### Work item:
Could you report every line from the entries that includes the word "Montaque"?
======== The input
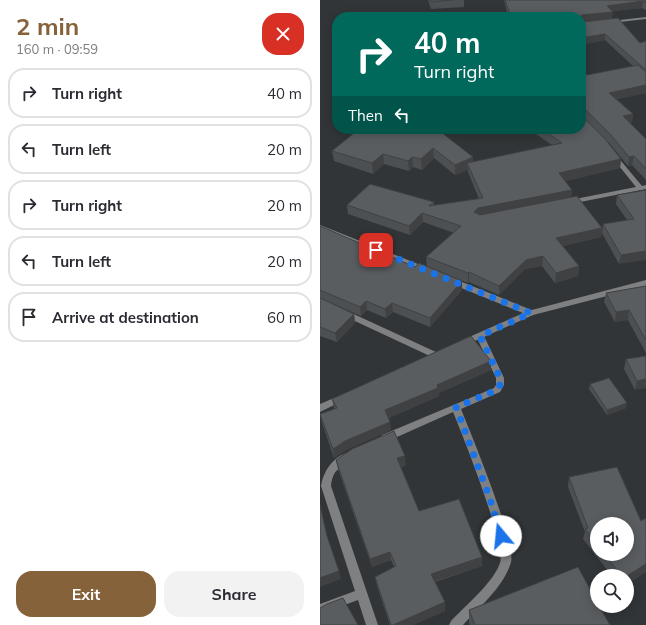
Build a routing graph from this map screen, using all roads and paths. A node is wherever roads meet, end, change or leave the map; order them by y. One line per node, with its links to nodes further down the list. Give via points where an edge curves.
1 (646, 18): 2 (street)
2 (603, 23)
3 (612, 152): 4 (street)
4 (643, 187): 5 (street)
5 (564, 204)
6 (320, 227): 9 (street)
7 (646, 283): 9 (street)
8 (334, 308): 12 (street)
9 (531, 313): 10 (street)
10 (480, 336): 11 (street); 14 (street, via 500,378 500,385 497,390)
11 (454, 347)
12 (434, 355)
13 (349, 395): 15 (street)
14 (456, 407): 16 (street); 21 (street, via 490,499 506,559 498,576)
15 (320, 408)
16 (379, 441)
17 (357, 451): 18 (street, via 334,465 327,476 326,486)
18 (361, 594): 19 (street); 20 (street)
19 (320, 609)
20 (372, 625)
21 (455, 625)

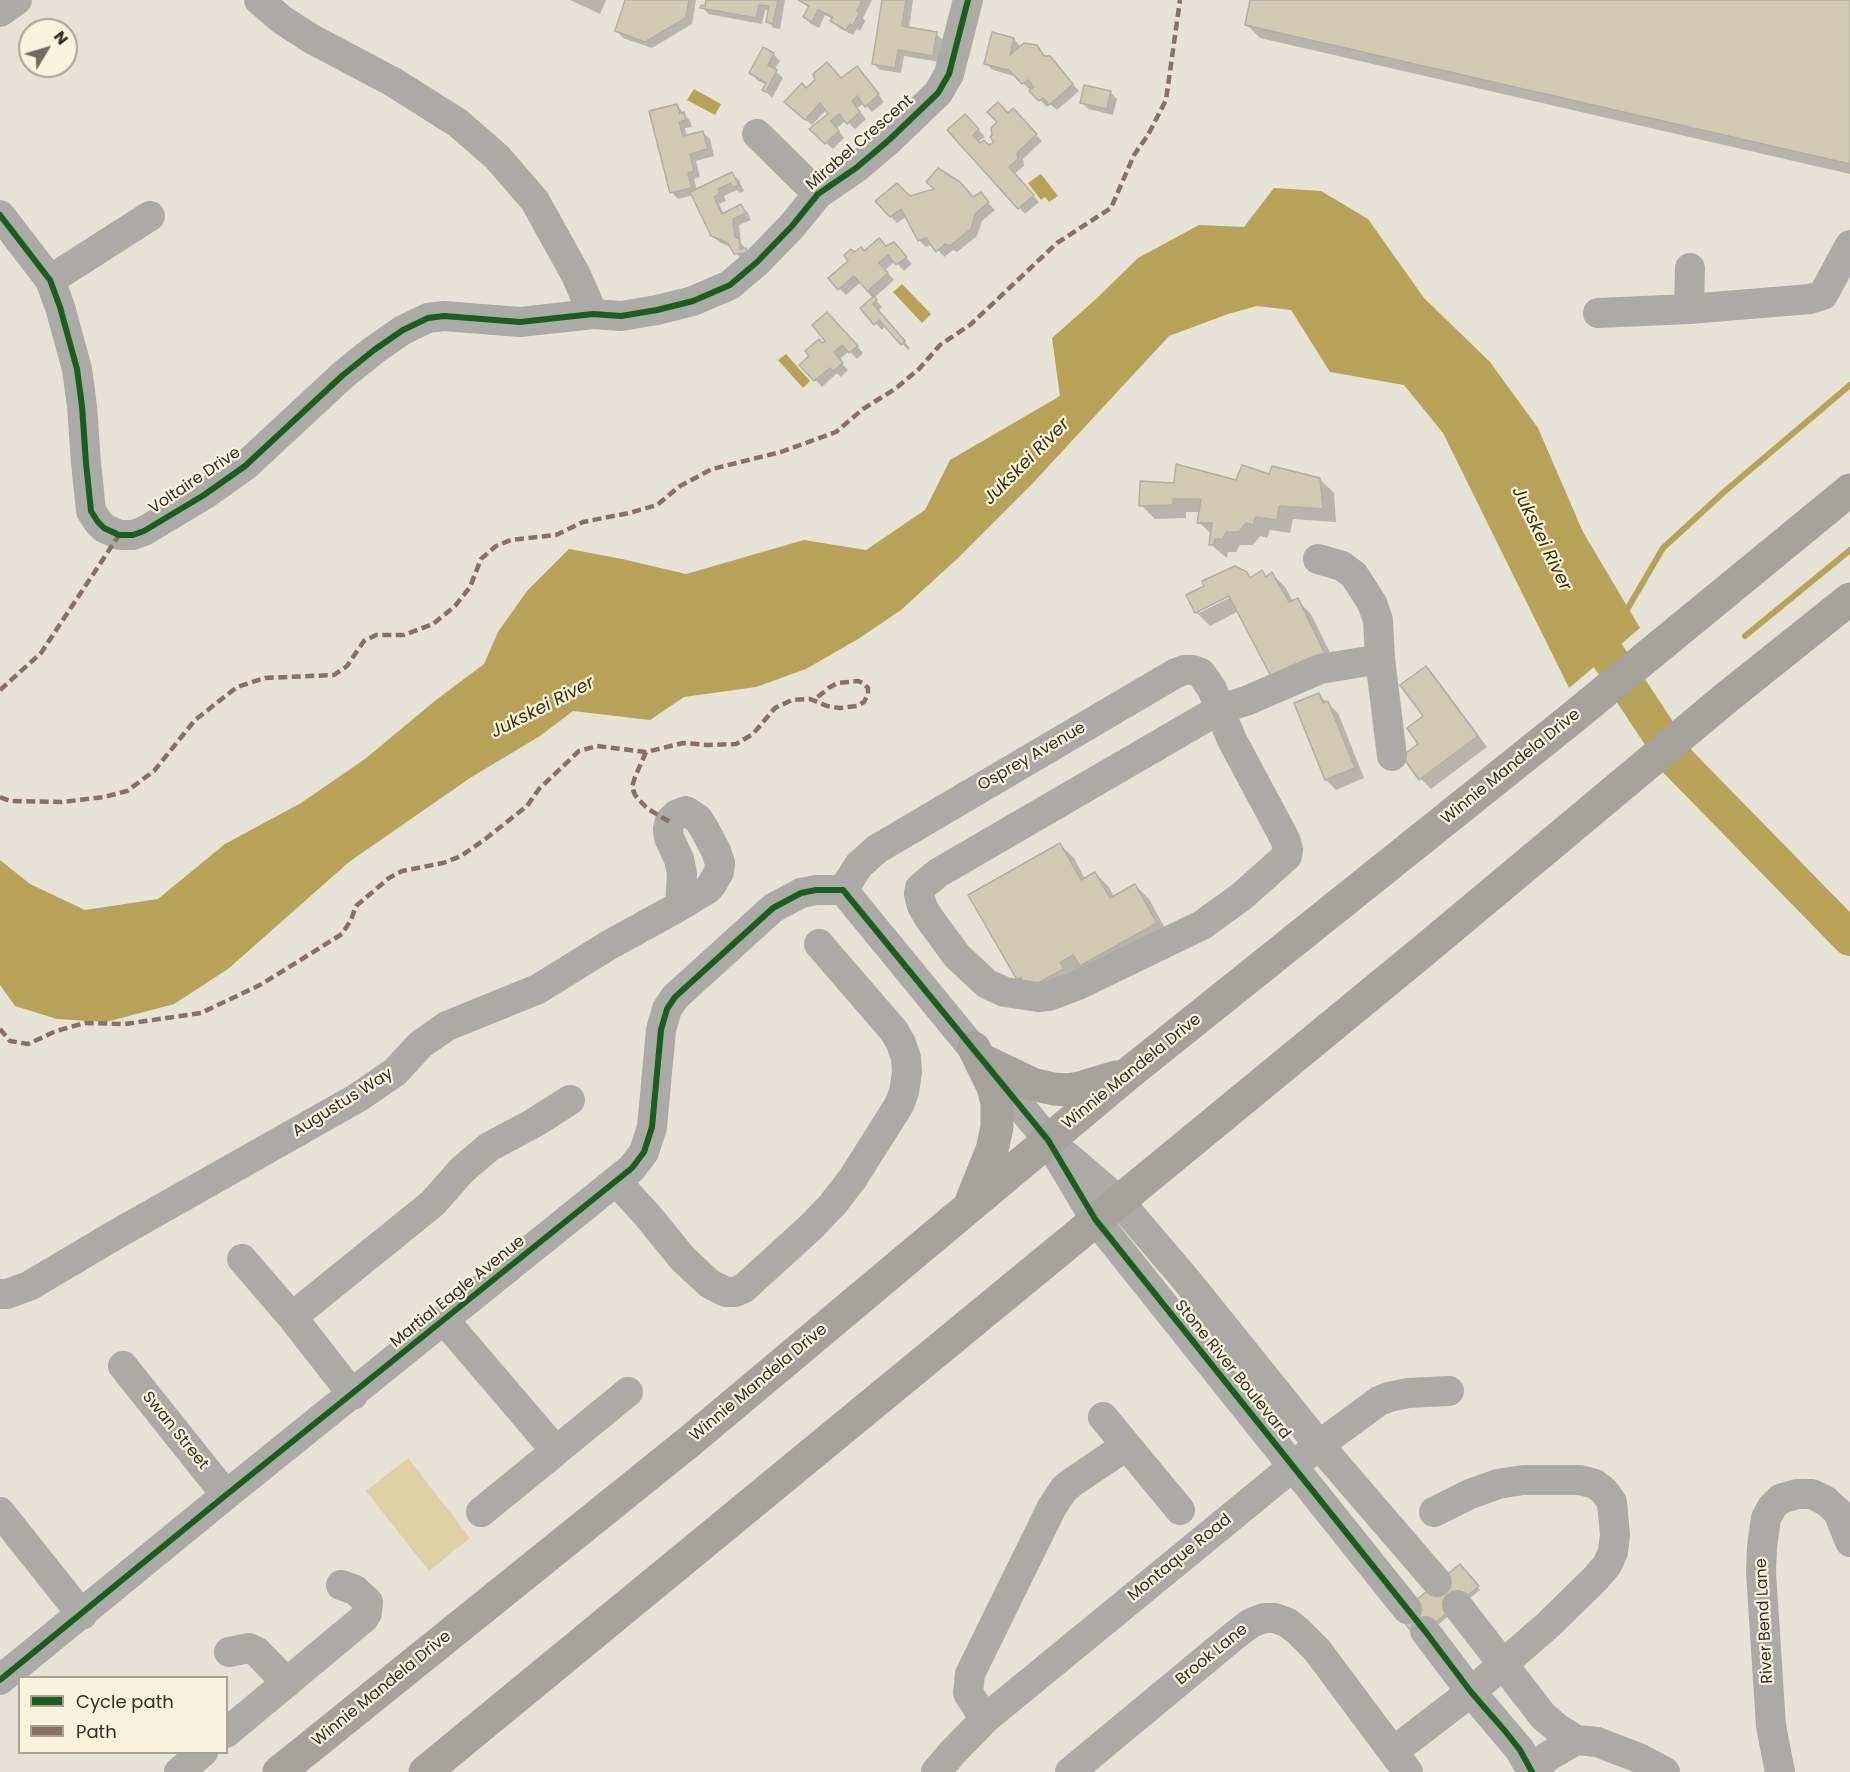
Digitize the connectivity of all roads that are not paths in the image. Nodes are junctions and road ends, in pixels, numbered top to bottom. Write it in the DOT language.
graph roads {
  1 [pos="17,0"];
  2 [pos="259,0"];
  3 [pos="968,0"];
  4 [pos="0,12"];
  5 [pos="758,134"];
  6 [pos="819,194"];
  7 [pos="0,215"];
  8 [pos="150,216"];
  9 [pos="1850,245"];
  10 [pos="1690,268"];
  11 [pos="50,280"];
  12 [pos="1689,309"];
  13 [pos="1598,313"];
  14 [pos="593,314"];
  15 [pos="1850,490"];
  16 [pos="1318,559"];
  17 [pos="1850,599"];
  18 [pos="1380,659"];
  19 [pos="1220,710"];
  20 [pos="1392,756"];
  21 [pos="843,890"];
  22 [pos="680,906"];
  23 [pos="819,944"];
  24 [pos="979,1055"];
  25 [pos="1130,1072"];
  26 [pos="570,1100"];
  27 [pos="1048,1140"];
  28 [pos="617,1182"];
  29 [pos="969,1207"];
  30 [pos="1106,1210"];
  31 [pos="242,1259"];
  32 [pos="0,1294"];
  33 [pos="292,1317"];
  34 [pos="445,1321"];
  35 [pos="123,1366"];
  36 [pos="1449,1391"];
  37 [pos="628,1392"];
  38 [pos="353,1395"];
  39 [pos="1103,1417"];
  40 [pos="1319,1445"];
  41 [pos="1126,1446"];
  42 [pos="556,1451"];
  43 [pos="1292,1467"];
  44 [pos="226,1496"];
  45 [pos="1180,1510"];
  46 [pos="0,1512"];
  47 [pos="481,1512"];
  48 [pos="1434,1512"];
  49 [pos="1850,1542"];
  50 [pos="1437,1582"];
  51 [pos="341,1585"];
  52 [pos="1457,1605"];
  53 [pos="82,1615"];
  54 [pos="229,1652"];
  55 [pos="1503,1664"];
  56 [pos="0,1680"];
  57 [pos="287,1683"];
  58 [pos="1471,1692"];
  59 [pos="985,1719"];
  60 [pos="228,1731"];
  61 [pos="1576,1740"];
  62 [pos="1401,1762"];
  63 [pos="279,1772"];
  64 [pos="425,1772"];
  65 [pos="936,1772"];
  66 [pos="1070,1772"];
  67 [pos="1533,1772"];
  68 [pos="1665,1772"];
  69 [pos="1780,1772"];
  1 -- 4 [label="street"];
  2 -- 14 [label="street"];
  3 -- 6 [label="street, Mirabel Crescent"];
  5 -- 6 [label="street"];
  6 -- 14 [label="street, Mirabel Crescent"];
  7 -- 11 [label="street, Voltaire Drive"];
  8 -- 11 [label="street"];
  9 -- 12 [label="street"];
  10 -- 12 [label="street"];
  11 -- 14 [label="street, Voltaire Drive"];
  12 -- 13 [label="street"];
  15 -- 25 [label="main road, Winnie Mandela Drive"];
  16 -- 18 [label="street"];
  17 -- 30 [label="main road"];
  18 -- 19 [label="street"];
  18 -- 20 [label="street"];
  19 -- 19 [label="street"];
  19 -- 21 [label="street, Osprey Avenue"];
  21 -- 24 [label="street, Stone River Boulevard"];
  21 -- 28 [label="street, Martial Eagle Avenue"];
  22 -- 22 [label="street, Augustus Way"];
  22 -- 32 [label="street, Augustus Way"];
  23 -- 28 [label="street"];
  24 -- 25 [label="main road"];
  24 -- 27 [label="street, Stone River Boulevard"];
  24 -- 29 [label="main road"];
  25 -- 27 [label="main road, Winnie Mandela Drive"];
  26 -- 33 [label="street"];
  27 -- 29 [label="main road, Winnie Mandela Drive"];
  27 -- 30 [label="street, Stone River Boulevard"];
  28 -- 34 [label="street, Martial Eagle Avenue"];
  29 -- 63 [label="main road, Winnie Mandela Drive"];
  30 -- 40 [label="street, Stone River Boulevard"];
  30 -- 43 [label="street, Stone River Boulevard"];
  30 -- 64 [label="main road"];
  31 -- 33 [label="street"];
  33 -- 38 [label="street"];
  34 -- 38 [label="street, Martial Eagle Avenue"];
  34 -- 42 [label="street"];
  35 -- 44 [label="street, Swan Street"];
  36 -- 40 [label="street, Montaque Road"];
  37 -- 42 [label="street"];
  38 -- 44 [label="street, Martial Eagle Avenue"];
  39 -- 41 [label="street"];
  40 -- 43 [label="street, Montaque Road"];
  40 -- 50 [label="street, Stone River Boulevard"];
  41 -- 45 [label="street"];
  41 -- 59 [label="street"];
  42 -- 47 [label="street"];
  43 -- 58 [label="street, Stone River Boulevard"];
  43 -- 59 [label="street, Montaque Road"];
  44 -- 53 [label="street, Martial Eagle Avenue"];
  46 -- 53 [label="street"];
  48 -- 55 [label="street, Brook Lane"];
  49 -- 69 [label="street, River Bend Lane"];
  51 -- 57 [label="street"];
  52 -- 55 [label="street"];
  53 -- 56 [label="street, Martial Eagle Avenue"];
  54 -- 57 [label="street"];
  55 -- 58 [label="street, Brook Lane"];
  55 -- 61 [label="street"];
  57 -- 60 [label="street"];
  58 -- 62 [label="street, Brook Lane"];
  58 -- 67 [label="street, Stone River Boulevard"];
  59 -- 65 [label="street, Montaque Road"];
  61 -- 67 [label="street"];
  61 -- 68 [label="street"];
  62 -- 66 [label="street, Brook Lane"];
}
================
### Result for this task:
  36 -- 40 [label="street, Montaque Road"];
  40 -- 43 [label="street, Montaque Road"];
  43 -- 59 [label="street, Montaque Road"];
  59 -- 65 [label="street, Montaque Road"];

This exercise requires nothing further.